» What you will do: Exactly the lines from the line containing "Road topology of" through the last line of the entries below should appear in the answer, reproduced verbatim.

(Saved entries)

- - -

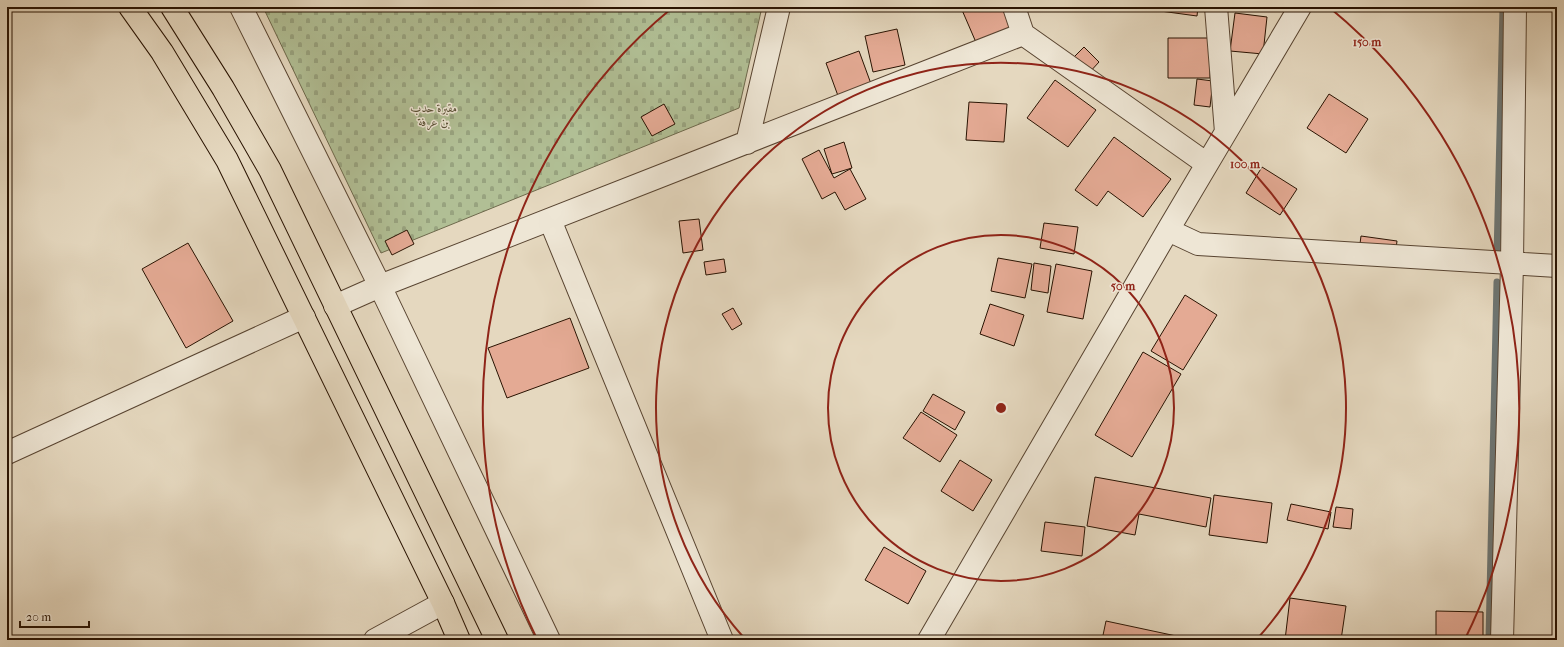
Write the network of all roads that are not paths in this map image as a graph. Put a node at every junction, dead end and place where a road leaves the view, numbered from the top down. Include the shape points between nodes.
1 (130, 7) edge
2 (172, 7) edge
3 (241, 7) edge
4 (779, 7) edge
5 (1014, 7) edge
6 (1216, 7) edge
7 (1300, 7) edge
8 (1515, 7) edge
9 (1024, 34) junction
10 (1226, 132) junction
11 (747, 143) junction
12 (1207, 164) junction
13 (550, 220) junction
14 (1168, 230) junction
15 (1512, 264) junction
16 (1557, 266) edge
17 (380, 286) junction
18 (335, 306) junction
19 (304, 317) junction
20 (7, 453) edge
21 (443, 603) junction
22 (375, 640) edge
23 (459, 640) edge
24 (497, 640) edge
25 (549, 640) edge
26 (722, 640) edge
27 (929, 640) edge
28 (1502, 640) edge

1 - 19 main road via 162,52 227,160
2 - 18 main road via 270,170
3 - 17 street
4 - 11 street
5 - 9 street
6 - 10 street
7 - 10 street
8 - 15 street
9 - 11 street
9 - 12 street
10 - 12 street
11 - 13 street
12 - 14 street
13 - 17 street
13 - 26 street
14 - 15 street via 1198,244
14 - 27 street
15 - 16 street
15 - 28 street
17 - 18 street
17 - 25 street
18 - 24 main road
19 - 20 street
19 - 21 main road
21 - 22 street
21 - 23 main road

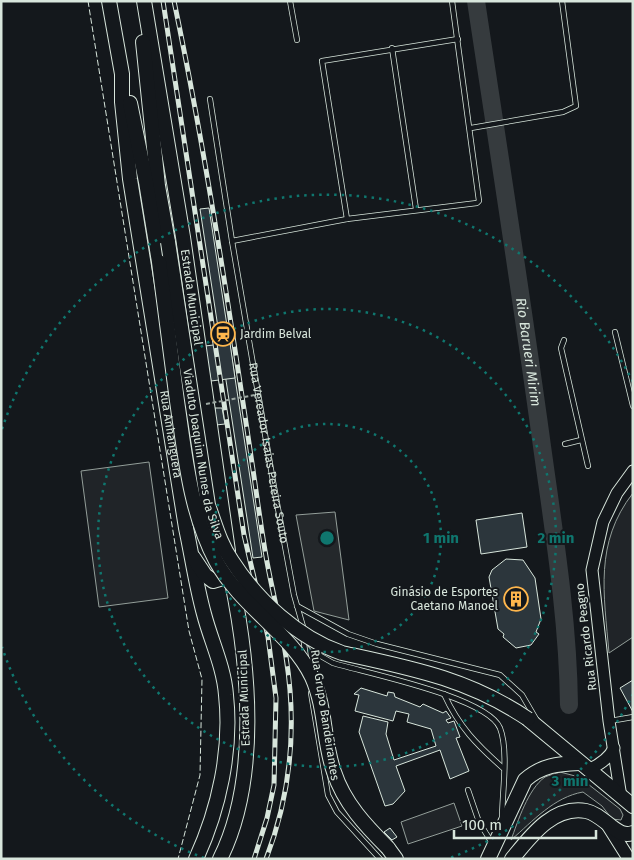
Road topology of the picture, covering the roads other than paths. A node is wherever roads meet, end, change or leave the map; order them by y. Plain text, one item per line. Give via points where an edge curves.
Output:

- - -

» Problem solution:
Road topology of the picture, covering the roads other than paths. A node is wherever roads meet, end, change or leave the map; order them by y. Plain text, one item per line. Give via points where an edge curves.
Output:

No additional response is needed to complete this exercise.